PULITOTO NEWS-}Striker Aston Villa yang dipanggil kembali Ollie Watkins melampiaskan kemarahannya pada Newcastle United pada hari Sabtu dengan penampilan gemilang dalam kemenangan 4-1 timnya di Liga Primer. Watkins mencetak gol dalam menit pertama, dua kali digagalkan tiang gawang pada babak pertama dan kemudian memberi umpan kepada rekan setimnya Ian Maatsen untuk mengembalikan keunggulan Villa di babak kedua yang penuh semangat.
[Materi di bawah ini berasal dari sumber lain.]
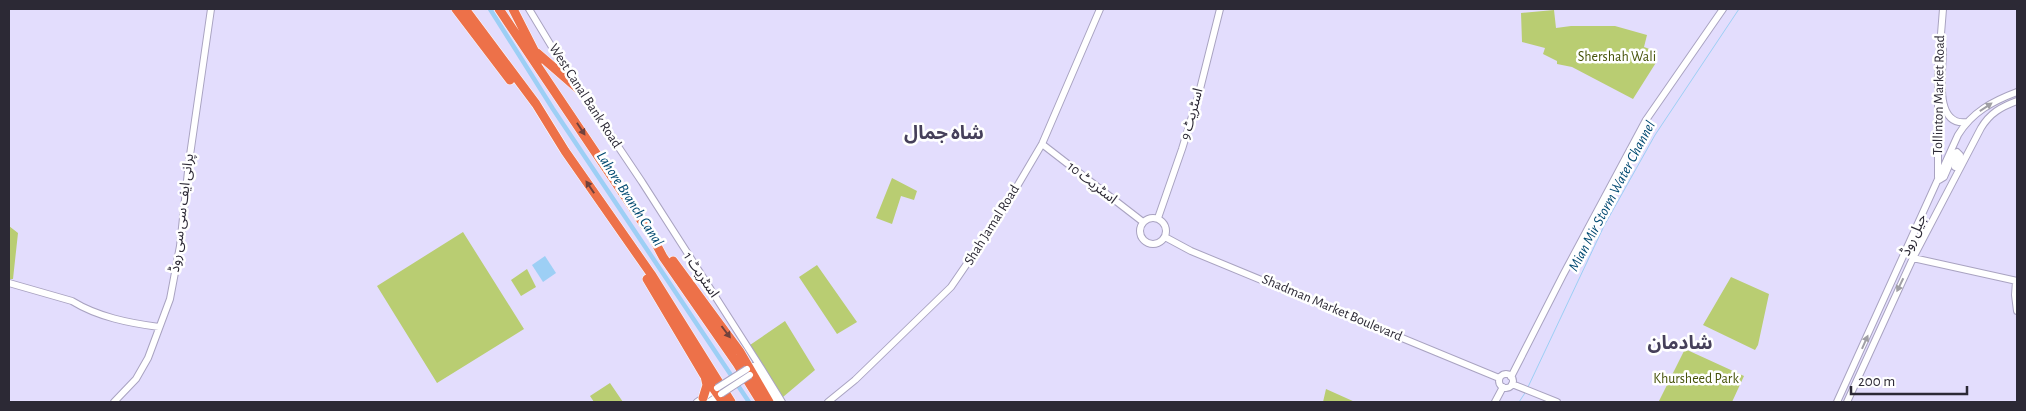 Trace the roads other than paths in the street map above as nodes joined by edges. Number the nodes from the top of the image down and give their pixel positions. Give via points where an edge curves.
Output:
1 (211, 9) edge
2 (456, 9) edge
3 (465, 9) edge
4 (500, 9) edge
5 (513, 9) edge
6 (529, 9) edge
7 (1100, 9) edge
8 (1220, 9) edge
9 (1723, 9) edge
10 (1943, 9) edge
11 (1947, 9) edge
12 (535, 51) junction
13 (554, 88) junction
14 (2017, 92) edge
15 (583, 93) junction
16 (2017, 101) edge
17 (1967, 122) junction
18 (1042, 144) junction
19 (565, 151) junction
20 (1938, 180) junction
21 (642, 182) joint
22 (1945, 194) junction
23 (1158, 218) junction
24 (1143, 222) junction
25 (615, 224) junction
26 (1165, 237) junction
27 (653, 238) junction
28 (1913, 258) junction
29 (2017, 282) edge
30 (9, 283) edge
31 (2017, 311) edge
32 (159, 327) junction
33 (754, 358) junction
34 (761, 368) junction
35 (750, 371) junction
36 (704, 375) junction
37 (1500, 378) junction
38 (1512, 380) junction
39 (1502, 387) junction
40 (719, 394) edge
41 (1537, 395) junction
42 (703, 401) edge
43 (114, 402) edge
44 (731, 402) edge
45 (761, 402) edge
46 (769, 402) edge
47 (777, 402) edge
48 (782, 402) edge
49 (828, 402) edge
50 (1495, 402) edge
51 (1547, 402) edge
52 (1557, 402) edge
53 (1837, 402) edge
54 (1847, 402) edge

1 - 32 main road, پرانی ایف سی سی روڈ via 180,246 170,300
2 - 19 highway
3 - 19 highway via 536,104
4 - 13 highway
5 - 12 highway
6 - 15 main road, West Canal Bank Road
7 - 18 main road, Shah Jamal Road
8 - 23 main road, اسٹریٹ 9 via 1188,132
9 - 38 main road via 1646,120 1564,271
10 - 20 main road, Tollinton Market Road via 1938,71
11 - 17 main road, Tollinton Market Road via 1942,96 1949,118
12 - 13 highway
12 - 15 highway
13 -> 27 highway
17 -> 14 main road, جیل روڈ via 1986,106
15 - 21 main road, West Canal Bank Road
16 - 22 main road, جیل روڈ via 1985,120
17 - 20 main road, جیل روڈ
18 - 24 main road, اسٹریٹ 10
18 - 49 main road, Shah Jamal Road via 999,217 951,287
25 -> 19 highway
20 - 22 main road via 1944,177 1954,154 1959,153
53 -> 20 main road, جیل روڈ
21 - 33 main road, اسٹریٹ 1
22 - 28 main road, جیل روڈ
23 - 24 main road
23 - 26 main road via 1167,228
24 - 26 main road via 1140,234 1145,241 1157,244
25 - 36 highway
25 - 44 highway via 651,274
26 - 37 main road, Shadman Market Boulevard via 1191,251
27 -> 35 highway via 728,335
27 - 45 highway
28 - 29 main road
28 -> 54 main road, جیل روڈ
29 - 31 main road
30 - 32 main road via 72,301 128,323
32 - 43 main road, پرانی ایف سی سی روڈ via 136,379
33 - 34 main road, اسٹریٹ 1
33 - 35 main road
34 - 35 main road via 755,366
34 - 48 main road, اسٹریٹ 1
35 - 40 main road, bridge
35 - 46 highway
35 - 47 main road via 759,373
36 - 40 highway
36 - 42 highway
37 - 38 main road via 1505,374
37 - 39 main road
38 - 39 main road via 1509,387
38 - 41 main road
39 - 50 main road
40 - 42 main road
41 - 51 main road
41 - 52 main road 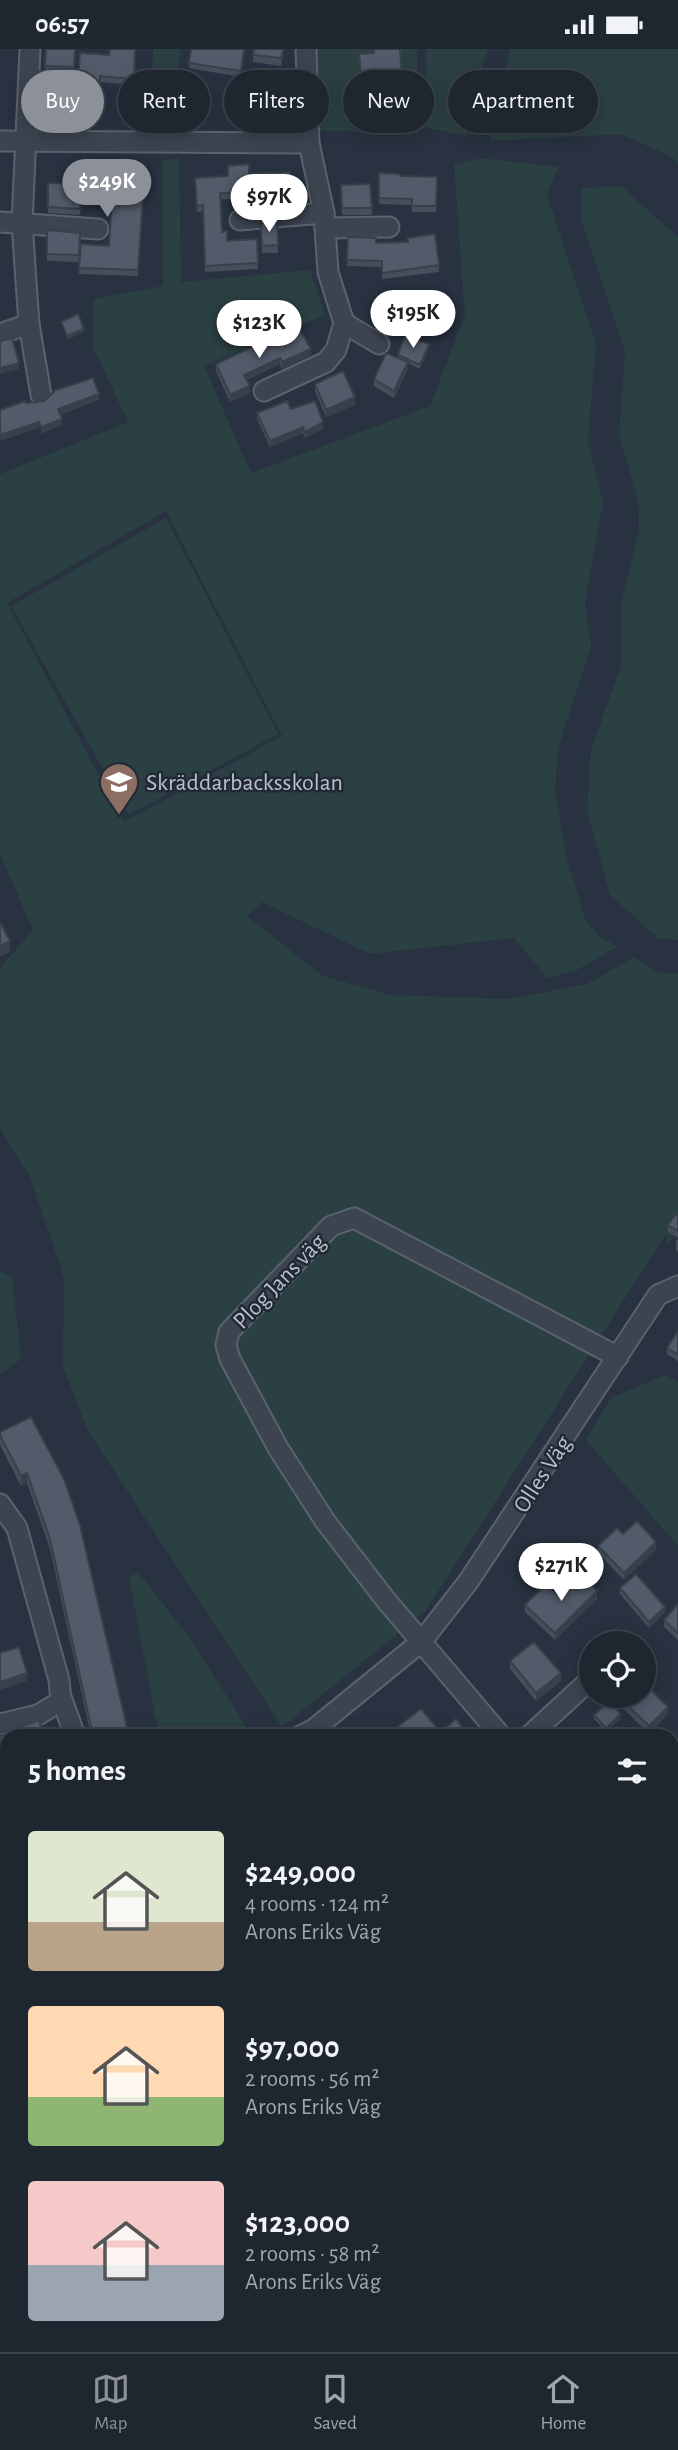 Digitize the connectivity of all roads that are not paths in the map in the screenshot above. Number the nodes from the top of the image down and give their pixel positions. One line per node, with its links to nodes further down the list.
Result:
1 (30, 49): 4 (street)
2 (306, 49): 5 (street)
3 (0, 141): 4 (street)
4 (25, 142): 5 (street); 9 (street)
5 (309, 143): 7 (street)
6 (240, 220): 7 (street)
7 (324, 220): 10 (street); 12 (street)
8 (0, 222): 9 (street)
9 (22, 223): 11 (street); 13 (street)
10 (389, 227)
11 (98, 229)
12 (344, 323): 15 (street); 16 (street)
13 (29, 324): 14 (street); 17 (street)
14 (0, 334)
15 (379, 344)
16 (264, 391)
17 (41, 395)
18 (678, 1286): 19 (street, Olles Väg)
19 (618, 1357): 21 (street, Olles Väg); 21 (street, Plog Jans väg)
20 (0, 1503): 23 (street)
21 (422, 1641): 26 (street, Olles Väg); 27 (street, Plog Jans väg)
22 (579, 1690): 28 (street)
23 (61, 1697): 24 (street); 25 (street)
24 (0, 1724)
25 (72, 1729)
26 (318, 1729)
27 (495, 1729)
28 (537, 1729)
Kemenangan telak Villa mengangkat mereka ke posisi keenam dan langsung masuk ke dalam persaingan untuk kualifikasi Liga Champions. Watkins membuat pernyataan yang cukup mengejutkan setelah penyerang Inggris itu mendapati dirinya di bangku cadangan dalam lima dari enam pertandingan terakhir Villa, termasuk kedua leg perempat final Liga Champions melawan Paris St Germain, dengan manajer Unai Emery memilih penyerang pinjaman Marcus Rashford sebagai gantinya. Watkins, yang tembakannya yang dibelokkan setelah 33 detik merupakan golnya yang ke-74 di Liga Primer untuk Villa -- rekor klub bersama -- mengakui bahwa ia sangat marah setelah kehilangan tempatnya. "Jadi saya pikir manajer agak pusing karena saya terus-terusan mengetuk pintunya dan bertanya mengapa saya tidak bermain," kata mantan penyerang Brentford Watkins kepada Sky Sports. "Kami telah bekerja keras selama beberapa tahun terakhir untuk mencapai posisi itu. Dan jelas saya bermain selama 20 menit melawan PSG di kedua pertandingan. Saya tidak akan berbohong. Saya marah karena tidak bermain dan saya memberi tahu dia.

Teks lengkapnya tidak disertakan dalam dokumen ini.